Search the data for the string "true" and copy each line where it turns up.

(Dataset entries)
++++++++

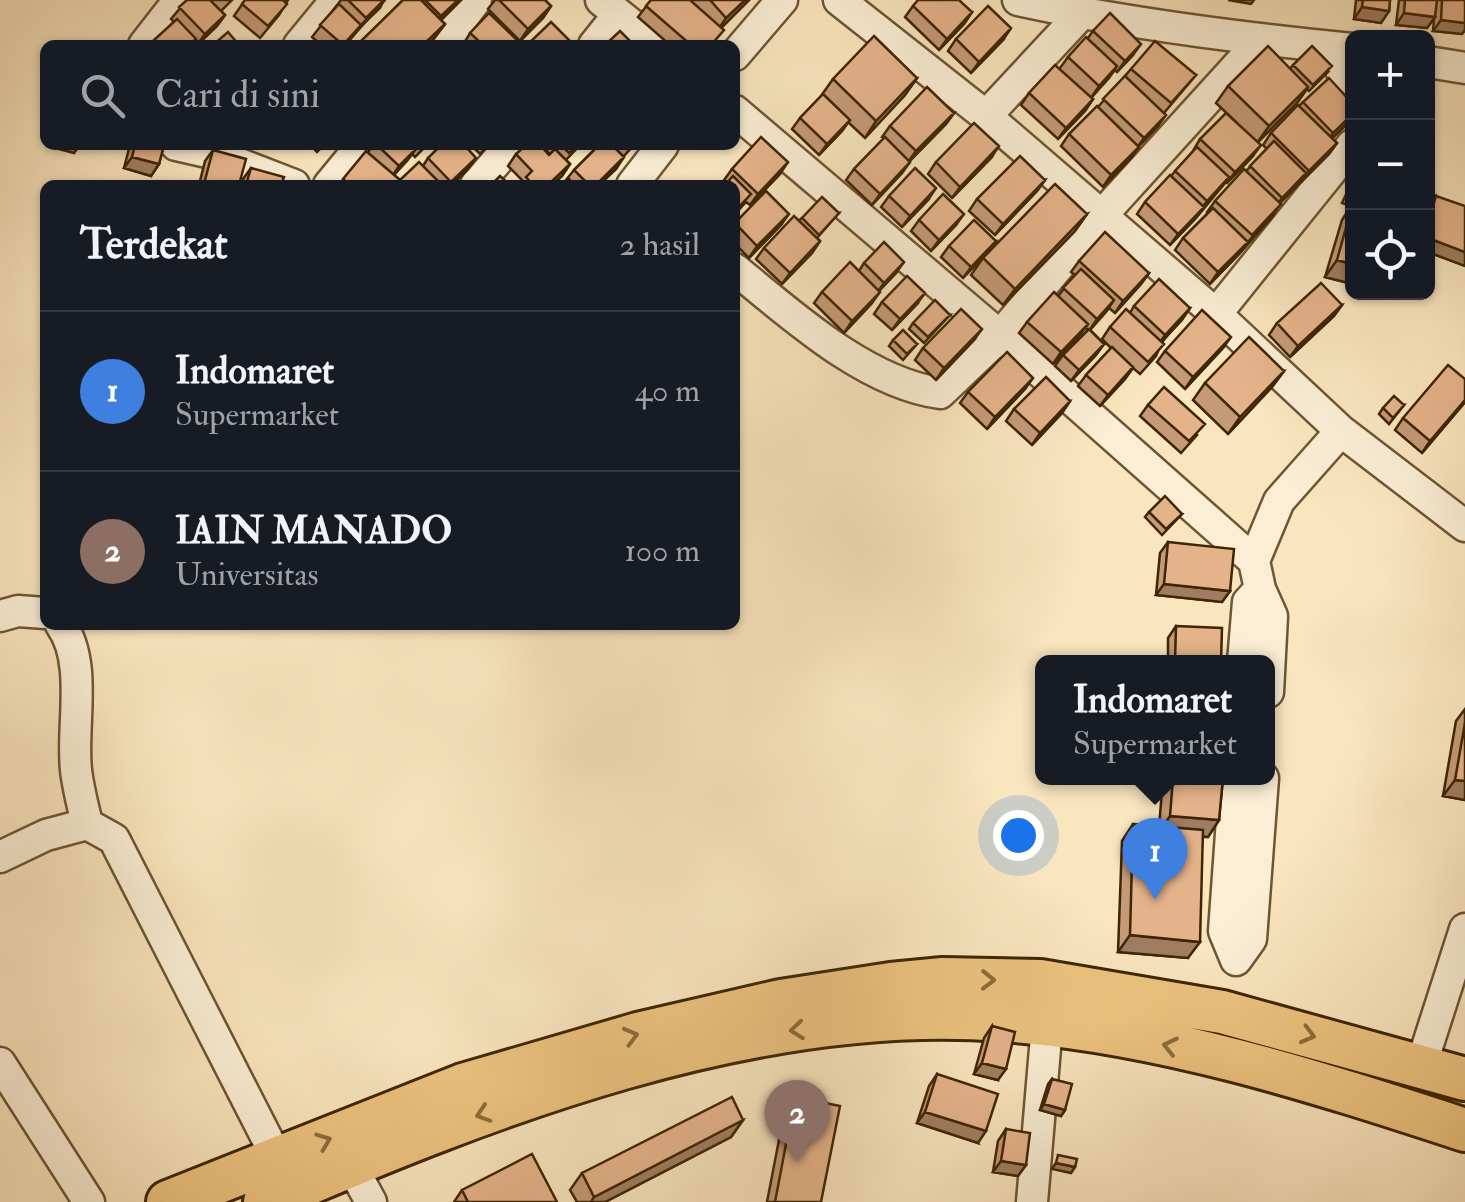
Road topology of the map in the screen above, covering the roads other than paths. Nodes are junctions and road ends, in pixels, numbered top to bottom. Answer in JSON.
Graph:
{"nodes":[{"id":1,"x":178,"y":0,"type":"edge"},
{"id":2,"x":336,"y":0,"type":"edge"},
{"id":3,"x":476,"y":0,"type":"edge"},
{"id":4,"x":782,"y":0,"type":"edge"},
{"id":5,"x":839,"y":0,"type":"edge"},
{"id":6,"x":1018,"y":0,"type":"edge"},
{"id":7,"x":610,"y":7,"type":"edge"},
{"id":8,"x":1081,"y":14,"type":"junction"},
{"id":9,"x":148,"y":40,"type":"edge"},
{"id":10,"x":303,"y":40,"type":"edge"},
{"id":11,"x":446,"y":40,"type":"edge"},
{"id":12,"x":596,"y":40,"type":"edge"},
{"id":13,"x":651,"y":40,"type":"edge"},
{"id":14,"x":1261,"y":40,"type":"junction"},
{"id":15,"x":1341,"y":48,"type":"edge"},
{"id":16,"x":740,"y":49,"type":"edge"},
{"id":17,"x":740,"y":115,"type":"edge"},
{"id":18,"x":986,"y":116,"type":"junction"},
{"id":19,"x":216,"y":150,"type":"edge"},
{"id":20,"x":358,"y":150,"type":"edge"},
{"id":21,"x":507,"y":150,"type":"edge"},
{"id":22,"x":659,"y":150,"type":"edge"},
{"id":23,"x":1345,"y":154,"type":"edge"},
{"id":24,"x":283,"y":180,"type":"edge"},
{"id":25,"x":334,"y":180,"type":"edge"},
{"id":26,"x":480,"y":180,"type":"edge"},
{"id":27,"x":637,"y":180,"type":"edge"},
{"id":28,"x":1102,"y":216,"type":"junction"},
{"id":29,"x":740,"y":273,"type":"edge"},
{"id":30,"x":1216,"y":314,"type":"junction"},
{"id":31,"x":1000,"y":336,"type":"junction"},
{"id":32,"x":1341,"y":430,"type":"junction"},
{"id":33,"x":1465,"y":526,"type":"edge"},
{"id":34,"x":1256,"y":575,"type":"junction"},
{"id":35,"x":40,"y":613,"type":"edge"},
{"id":36,"x":0,"y":616,"type":"edge"},
{"id":37,"x":66,"y":630,"type":"edge"},
{"id":38,"x":1244,"y":655,"type":"edge"},
{"id":39,"x":1270,"y":655,"type":"edge"},
{"id":40,"x":1235,"y":785,"type":"edge"},
{"id":41,"x":1262,"y":785,"type":"edge"},
{"id":42,"x":87,"y":824,"type":"junction"},
{"id":43,"x":0,"y":858,"type":"edge"},
{"id":44,"x":1465,"y":930,"type":"edge"},
{"id":45,"x":1236,"y":960,"type":"junction"},
{"id":46,"x":1233,"y":1015,"type":"junction"},
{"id":47,"x":1047,"y":1025,"type":"junction"},
{"id":48,"x":0,"y":1063,"type":"edge"},
{"id":49,"x":1421,"y":1066,"type":"junction"},
{"id":50,"x":1465,"y":1079,"type":"edge"},
{"id":51,"x":1465,"y":1130,"type":"edge"},
{"id":52,"x":277,"y":1158,"type":"junction"},
{"id":53,"x":351,"y":1165,"type":"junction"},
{"id":54,"x":89,"y":1202,"type":"edge"},
{"id":55,"x":168,"y":1202,"type":"edge"},
{"id":56,"x":265,"y":1202,"type":"edge"},
{"id":57,"x":370,"y":1202,"type":"edge"},
{"id":58,"x":1032,"y":1202,"type":"edge"}],
"edges":[{"from":1,"to":9,"type":"street"},
{"from":2,"to":10,"type":"street"},
{"from":3,"to":11,"type":"street"},
{"from":4,"to":16,"type":"street"},
{"from":5,"to":18,"type":"street"},
{"from":6,"to":8,"type":"street"},
{"from":7,"to":12,"type":"street"},
{"from":7,"to":13,"type":"street"},
{"from":8,"to":14,"type":"street"},
{"from":8,"to":18,"type":"street"},
{"from":14,"to":15,"type":"street"},
{"from":14,"to":28,"type":"street"},
{"from":17,"to":31,"type":"street"},
{"from":18,"to":28,"type":"street"},
{"from":19,"to":24,"type":"street"},
{"from":20,"to":25,"type":"street"},
{"from":21,"to":26,"type":"street"},
{"from":22,"to":27,"type":"street"},
{"from":23,"to":30,"type":"street"},
{"from":28,"to":30,"type":"street"},
{"from":28,"to":31,"type":"street"},
{"from":29,"to":31,"type":"street"},
{"from":30,"to":32,"type":"street"},
{"from":31,"to":34,"type":"street"},
{"from":32,"to":33,"type":"street"},
{"from":32,"to":34,"type":"street"},
{"from":34,"to":38,"type":"street"},
{"from":34,"to":39,"type":"street"},
{"from":35,"to":36,"type":"street"},
{"from":37,"to":42,"type":"street"},
{"from":40,"to":45,"type":"street"},
{"from":41,"to":45,"type":"street"},
{"from":42,"to":43,"type":"street"},
{"from":42,"to":52,"type":"street"},
{"from":44,"to":49,"type":"street"},
{"from":45,"to":46,"type":"street"},
{"from":46,"to":49,"type":"highway","one_way":true},
{"from":52,"to":46,"type":"highway","one_way":true},
{"from":51,"to":47,"type":"highway","one_way":true},
{"from":47,"to":53,"type":"highway","one_way":true},
{"from":47,"to":58,"type":"street"},
{"from":48,"to":54,"type":"street"},
{"from":49,"to":50,"type":"highway"},
{"from":52,"to":55,"type":"highway"},
{"from":53,"to":56,"type":"highway"},
{"from":53,"to":57,"type":"street"}]}
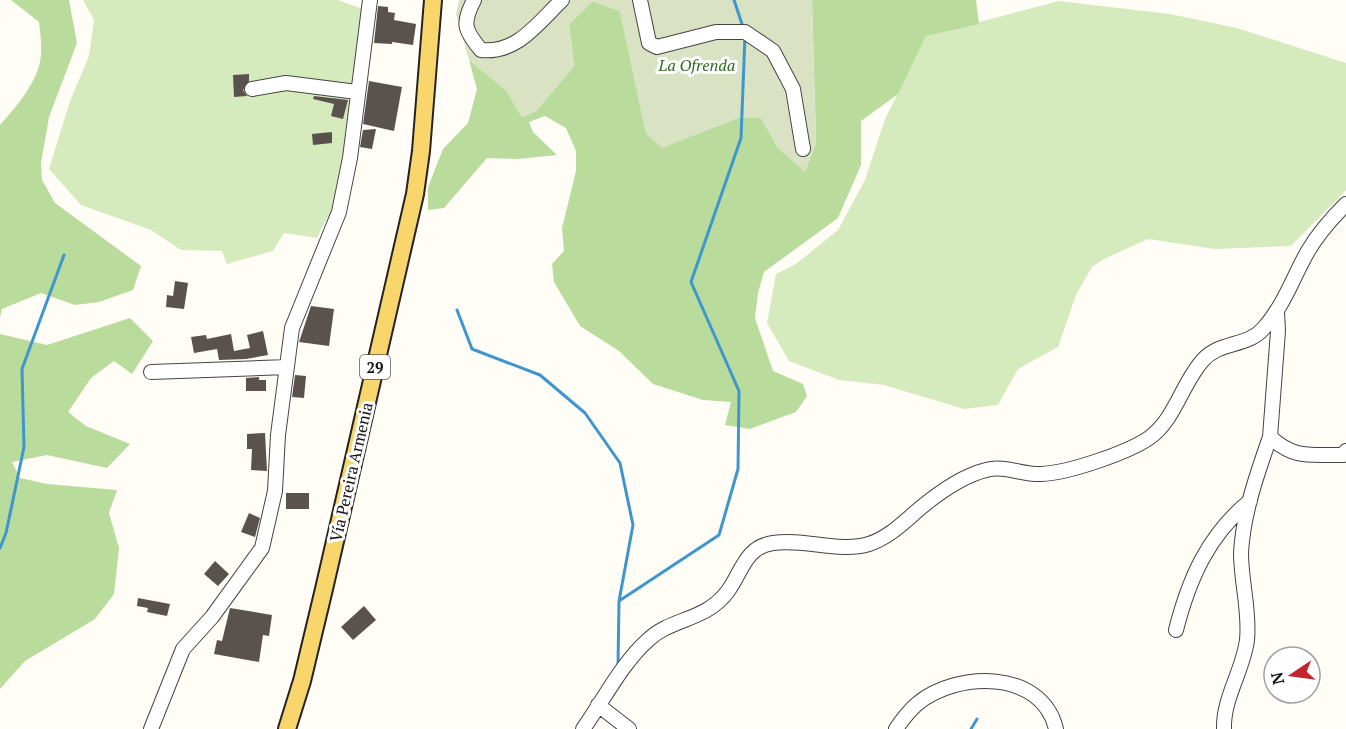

++++++++

TASK RESPONSE:
{"from":46,"to":49,"type":"highway","one_way":true},
{"from":52,"to":46,"type":"highway","one_way":true},
{"from":51,"to":47,"type":"highway","one_way":true},
{"from":47,"to":53,"type":"highway","one_way":true},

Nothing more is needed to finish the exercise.